Бесы пустыни - Аль-Куни Ибрагим (книги без сокращений txt) 📗
— Ты — мудр. Ты непохож на тех, что ищут золото.
— У вас, в Азгере, говорят еще, будто существует три Вау. Два из них точно известны, а вот третий — сокрыт.
— Искатели кладов не говорят такие речи. Кто ты такой, ей-богу?
— Я… я говорю, есть только два Вау. Один — тот, про который все знают. Второй — Вау райский, сокрытый, который тебе никогда не найти в ребрах женщины! Ах, мы все его ищем на краю Сахары, а он ближе чем шейная вена!
— Удивительно! Это не ты ли меня навещал в доме вождя на рассвете?
— Меж ребер таится скрытая пустота, которую не заполнить женщине, Муса! Что может быть презреннее дервиша, если он влюбился!
— Удивительно…
Поднялась пыль столбом, их разделила плотная пелена.
— А ты не боишься наказания джиннов, наш высокий гость? — спросил Муса.
— Духи демонов не боятся.
— Удивительно…
Опустилась ночная тьма. Таинственный пришелец отступил, поднялся в страшную пещеру. Дервиш следил взглядом за ним, пока того не поглотила тьма. Только страдальческий вой волка нарушал тишину, да порой доносилось с вершины жужжание призраков.
20
На следующий день поутру он направился к колодцу. Уха все стоял над ним, не прекращая своего дежурства. Надо было запустить притчу — поддразнить его:
— Поднялся джинн-великан между небом и землей и стал ждать, пока гадалка примет меры и повяжет ветер, чтобы мог он поздравить свою невесту. Хе-хе-хе! Долго ждал великан утешения, однако гадалка не пошла по его пути… Боль поселилась в сердце демона-великана. Хе-хе-хе!
Присказка задела Уху. Он вперил взгляд в угрюмые небеса и заговорил в ответ на том же языке:
— Боль поселилась в сердце дервиша. Впервые в жизни приходится мне видеть, как у всей Сахары на виду появился дервиш влюбленный.

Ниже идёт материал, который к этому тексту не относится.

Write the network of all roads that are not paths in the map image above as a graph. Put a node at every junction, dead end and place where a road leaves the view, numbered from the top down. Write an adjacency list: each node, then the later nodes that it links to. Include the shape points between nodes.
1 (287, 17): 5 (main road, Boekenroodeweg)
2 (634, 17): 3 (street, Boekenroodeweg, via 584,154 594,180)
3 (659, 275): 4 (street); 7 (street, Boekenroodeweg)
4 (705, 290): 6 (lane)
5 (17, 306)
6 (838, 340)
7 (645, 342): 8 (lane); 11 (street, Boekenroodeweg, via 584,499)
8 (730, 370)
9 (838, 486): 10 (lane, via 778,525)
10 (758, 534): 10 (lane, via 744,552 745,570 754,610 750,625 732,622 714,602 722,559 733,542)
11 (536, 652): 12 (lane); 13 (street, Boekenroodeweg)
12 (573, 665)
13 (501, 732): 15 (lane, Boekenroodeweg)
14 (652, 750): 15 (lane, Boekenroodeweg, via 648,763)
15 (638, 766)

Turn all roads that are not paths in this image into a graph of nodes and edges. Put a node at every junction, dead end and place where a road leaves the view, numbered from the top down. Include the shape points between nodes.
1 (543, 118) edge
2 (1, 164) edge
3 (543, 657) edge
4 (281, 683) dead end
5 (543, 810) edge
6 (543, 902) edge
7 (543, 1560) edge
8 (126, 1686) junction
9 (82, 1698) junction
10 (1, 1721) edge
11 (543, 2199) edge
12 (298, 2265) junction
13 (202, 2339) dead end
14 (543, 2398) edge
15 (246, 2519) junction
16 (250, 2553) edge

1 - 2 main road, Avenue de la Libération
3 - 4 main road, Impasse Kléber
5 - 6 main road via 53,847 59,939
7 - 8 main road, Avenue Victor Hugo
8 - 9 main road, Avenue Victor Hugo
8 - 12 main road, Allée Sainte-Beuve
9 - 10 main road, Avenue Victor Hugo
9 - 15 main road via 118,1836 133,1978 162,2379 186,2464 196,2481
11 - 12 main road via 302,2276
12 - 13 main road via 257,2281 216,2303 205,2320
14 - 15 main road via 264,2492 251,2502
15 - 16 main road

Мусе стало неприятно. Он отер рукавом слюну и устремил свой косой глаз на соперника:
— Кто сказал, что дервиш влюбился? Дервиш не может влюбится! Для дервиша один Аллах — возлюбленный. Слыхал?
Однако Уха толкнул кулаком в плечо Ахмаду, приглашая его за собой, и отправился прочь, еле сдавливая смех в горле.

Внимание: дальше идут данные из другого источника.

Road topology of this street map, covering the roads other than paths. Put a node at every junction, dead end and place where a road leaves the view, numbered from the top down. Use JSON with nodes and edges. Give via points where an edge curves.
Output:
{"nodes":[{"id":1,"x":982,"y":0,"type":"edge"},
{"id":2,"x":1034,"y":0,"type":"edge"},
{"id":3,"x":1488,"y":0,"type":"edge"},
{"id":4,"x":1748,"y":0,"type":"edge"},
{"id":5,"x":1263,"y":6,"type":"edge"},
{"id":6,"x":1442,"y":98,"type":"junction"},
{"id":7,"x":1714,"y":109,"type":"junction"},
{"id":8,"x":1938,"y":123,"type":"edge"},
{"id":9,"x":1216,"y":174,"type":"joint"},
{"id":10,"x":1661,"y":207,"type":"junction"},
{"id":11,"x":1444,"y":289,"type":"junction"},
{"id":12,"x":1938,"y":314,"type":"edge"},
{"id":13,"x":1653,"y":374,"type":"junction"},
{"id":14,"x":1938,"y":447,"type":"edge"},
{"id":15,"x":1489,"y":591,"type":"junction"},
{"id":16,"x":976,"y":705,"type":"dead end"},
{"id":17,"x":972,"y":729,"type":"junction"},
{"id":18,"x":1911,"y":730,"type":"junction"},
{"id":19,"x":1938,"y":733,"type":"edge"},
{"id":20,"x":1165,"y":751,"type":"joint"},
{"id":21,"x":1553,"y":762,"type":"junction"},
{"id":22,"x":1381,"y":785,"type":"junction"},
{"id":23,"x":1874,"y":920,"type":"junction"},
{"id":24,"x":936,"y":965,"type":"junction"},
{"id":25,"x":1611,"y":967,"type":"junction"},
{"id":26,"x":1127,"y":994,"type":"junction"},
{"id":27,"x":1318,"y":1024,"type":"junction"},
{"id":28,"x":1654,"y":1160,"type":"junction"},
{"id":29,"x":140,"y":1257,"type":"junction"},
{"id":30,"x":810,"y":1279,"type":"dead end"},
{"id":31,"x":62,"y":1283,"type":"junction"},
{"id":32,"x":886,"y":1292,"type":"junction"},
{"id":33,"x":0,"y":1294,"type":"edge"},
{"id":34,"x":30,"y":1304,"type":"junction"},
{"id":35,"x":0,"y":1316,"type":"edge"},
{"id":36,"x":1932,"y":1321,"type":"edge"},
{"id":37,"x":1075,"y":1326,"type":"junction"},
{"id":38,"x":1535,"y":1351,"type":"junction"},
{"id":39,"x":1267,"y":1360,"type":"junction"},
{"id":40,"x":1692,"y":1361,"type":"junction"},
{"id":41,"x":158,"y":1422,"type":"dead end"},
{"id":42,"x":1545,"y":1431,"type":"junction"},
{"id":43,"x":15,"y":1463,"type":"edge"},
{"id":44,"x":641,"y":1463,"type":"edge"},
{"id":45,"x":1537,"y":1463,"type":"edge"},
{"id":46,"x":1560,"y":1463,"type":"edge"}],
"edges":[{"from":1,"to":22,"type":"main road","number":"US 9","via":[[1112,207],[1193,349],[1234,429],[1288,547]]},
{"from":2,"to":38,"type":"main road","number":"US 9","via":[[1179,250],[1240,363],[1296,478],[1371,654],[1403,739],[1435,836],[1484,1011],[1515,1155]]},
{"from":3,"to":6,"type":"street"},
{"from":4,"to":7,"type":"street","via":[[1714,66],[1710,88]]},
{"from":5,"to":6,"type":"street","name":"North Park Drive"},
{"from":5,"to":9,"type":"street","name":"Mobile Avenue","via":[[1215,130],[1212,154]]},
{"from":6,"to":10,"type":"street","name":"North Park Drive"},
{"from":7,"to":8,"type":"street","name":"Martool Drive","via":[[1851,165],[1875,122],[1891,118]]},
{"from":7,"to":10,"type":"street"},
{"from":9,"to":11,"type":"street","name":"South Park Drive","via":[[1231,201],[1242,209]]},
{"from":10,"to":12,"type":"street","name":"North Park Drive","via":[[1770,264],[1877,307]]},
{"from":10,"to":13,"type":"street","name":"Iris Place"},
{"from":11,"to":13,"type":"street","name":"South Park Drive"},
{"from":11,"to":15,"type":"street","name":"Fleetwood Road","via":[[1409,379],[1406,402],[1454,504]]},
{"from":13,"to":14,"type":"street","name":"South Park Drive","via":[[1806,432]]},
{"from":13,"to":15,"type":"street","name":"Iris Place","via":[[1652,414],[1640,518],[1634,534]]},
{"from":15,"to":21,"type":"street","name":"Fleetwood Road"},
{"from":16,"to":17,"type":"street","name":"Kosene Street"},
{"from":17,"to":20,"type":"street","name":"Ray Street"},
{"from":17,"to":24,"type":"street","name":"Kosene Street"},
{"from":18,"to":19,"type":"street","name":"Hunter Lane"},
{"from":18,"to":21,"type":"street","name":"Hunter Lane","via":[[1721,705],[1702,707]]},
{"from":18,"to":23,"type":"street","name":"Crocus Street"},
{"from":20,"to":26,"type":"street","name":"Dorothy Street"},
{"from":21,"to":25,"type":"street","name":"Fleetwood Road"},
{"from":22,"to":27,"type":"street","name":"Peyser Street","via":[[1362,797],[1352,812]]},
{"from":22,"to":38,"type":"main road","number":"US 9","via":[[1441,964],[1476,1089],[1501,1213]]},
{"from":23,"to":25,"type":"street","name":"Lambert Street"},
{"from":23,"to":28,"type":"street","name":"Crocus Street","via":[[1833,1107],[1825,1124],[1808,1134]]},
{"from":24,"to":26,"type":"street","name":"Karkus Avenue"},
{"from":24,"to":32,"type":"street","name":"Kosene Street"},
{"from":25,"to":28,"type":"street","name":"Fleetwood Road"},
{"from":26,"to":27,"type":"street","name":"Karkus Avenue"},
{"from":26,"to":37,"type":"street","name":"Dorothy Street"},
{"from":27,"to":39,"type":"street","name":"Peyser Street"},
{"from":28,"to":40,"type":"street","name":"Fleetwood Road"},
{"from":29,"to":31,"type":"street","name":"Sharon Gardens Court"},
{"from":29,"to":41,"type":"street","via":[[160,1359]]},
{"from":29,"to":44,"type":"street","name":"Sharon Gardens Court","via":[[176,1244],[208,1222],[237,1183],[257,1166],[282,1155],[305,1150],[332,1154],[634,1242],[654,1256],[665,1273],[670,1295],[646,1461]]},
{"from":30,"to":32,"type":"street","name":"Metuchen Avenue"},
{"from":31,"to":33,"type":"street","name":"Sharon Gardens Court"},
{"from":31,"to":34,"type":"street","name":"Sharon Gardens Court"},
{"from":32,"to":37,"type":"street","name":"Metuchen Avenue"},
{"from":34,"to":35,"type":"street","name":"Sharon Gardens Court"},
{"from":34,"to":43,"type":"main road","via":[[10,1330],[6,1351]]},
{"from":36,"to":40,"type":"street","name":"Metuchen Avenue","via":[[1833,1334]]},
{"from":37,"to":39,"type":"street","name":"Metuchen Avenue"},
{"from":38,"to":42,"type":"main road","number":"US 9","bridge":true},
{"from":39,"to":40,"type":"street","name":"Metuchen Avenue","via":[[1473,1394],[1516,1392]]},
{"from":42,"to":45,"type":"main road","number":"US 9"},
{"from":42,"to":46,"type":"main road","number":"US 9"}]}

Они остановились на небольшом расстоянии от колодца, где уже собралась толпа из негров и племени вассалов, чтобы подтянуть устье колодца вверх и предохранить его от налетов песка и пыли.

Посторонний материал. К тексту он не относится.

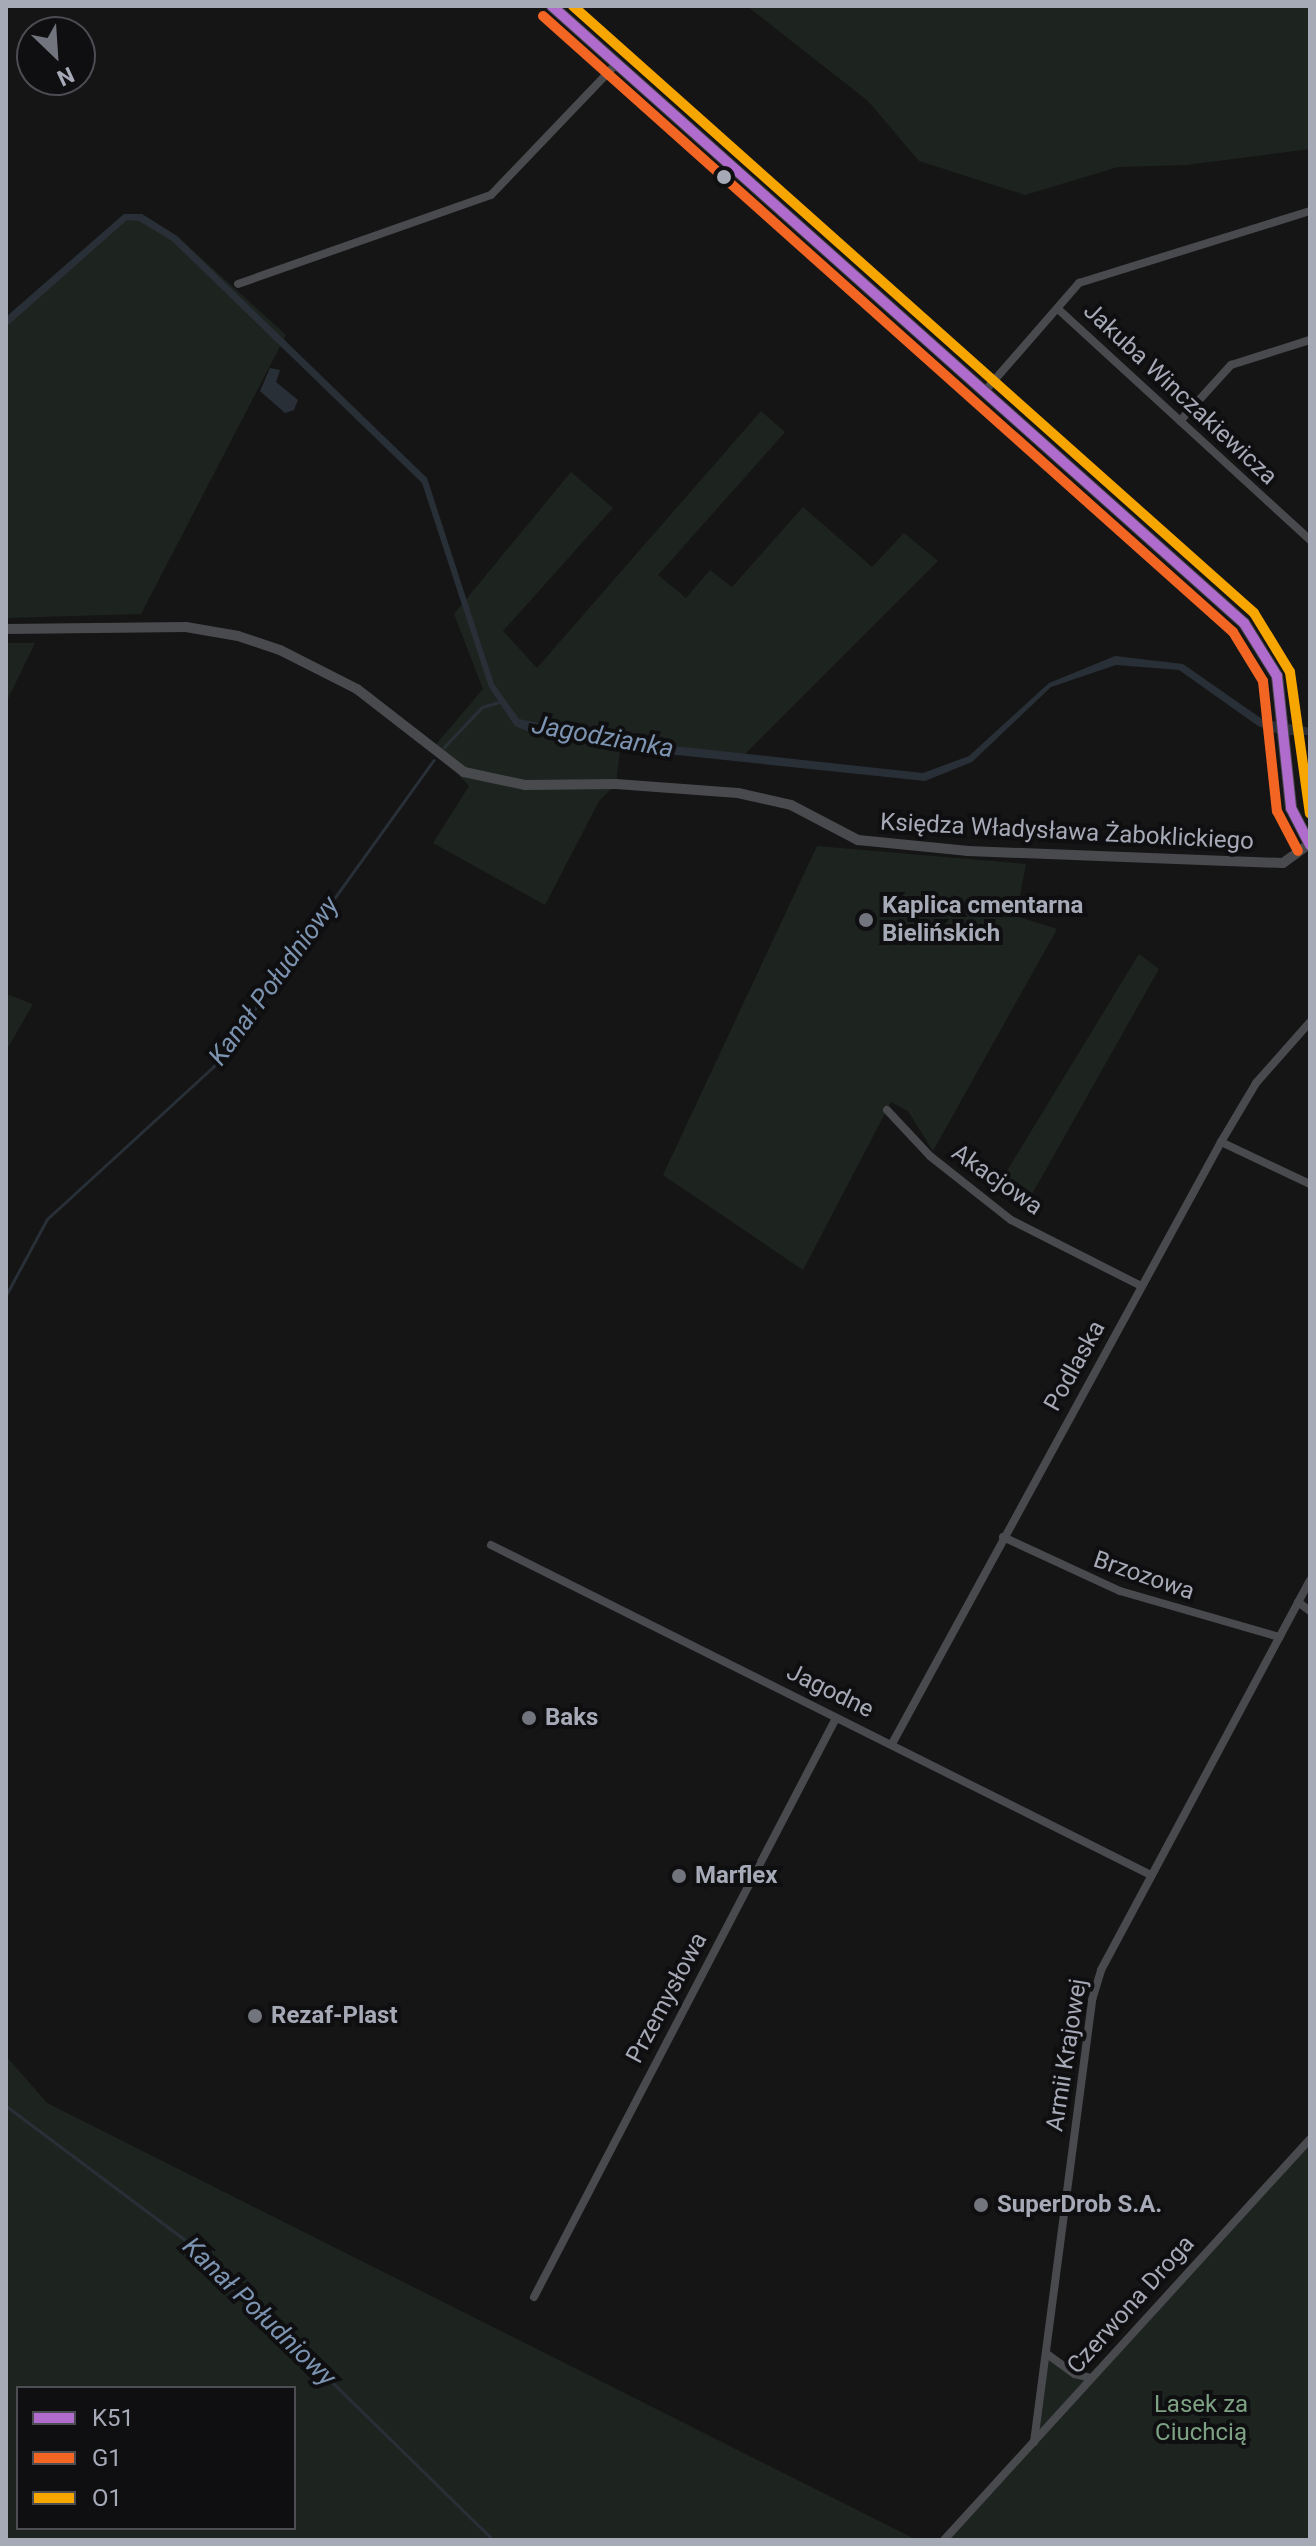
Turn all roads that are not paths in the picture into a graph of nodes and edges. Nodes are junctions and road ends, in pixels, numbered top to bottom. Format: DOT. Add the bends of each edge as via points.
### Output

У Мусы разболелась голова, шар в грудной клетке сжался, стиснуло сердце. Боль заставила его поберечься, заговорить с самим собой: «Достаточно, довольно… Этого довольно… Все, хватит…» Он отступил. Поднялся на холм. Слушал, как толпа за спиной хохочет, громко и мерзко.
21
Он пошел к Акакусу. Затворился в пещере на трое суток. Сидел на корточках среди скал, моля богов, захороненных в оттисках предков на скалах, погасить в груди съедавший его уголек. Валялся в священной пыли, словно бревно, наблюдая за неясными очертаниями благословенных призраков, поднимавшихся по стенам вверх, улетавших и возвращавшихся вновь. Они тоже смотрели в никуда, далеко за горизонт, словно каменная богиня в Тадрарте. Нет, они смотрели не за горизонт. Они устремлялись еще дальше. Они смотрели в Неведомое. В глубь тайны, поисками которой мы губим наши души. Они смотрели в глубь нас. Они видят нас, когда мы самих себя видеть не в силах. На их лицах — печаль и сострадание. Величие и тайна. И усмешка. Те выражения, в которых проступают черты лица отца, знающего истину, но поскупившегося на то, чтобы поделиться ей с сыном — из сострадания к нему. Они — отцы, а мы — их несчастные дети!
Помоги мне, богиня моих древних предков!..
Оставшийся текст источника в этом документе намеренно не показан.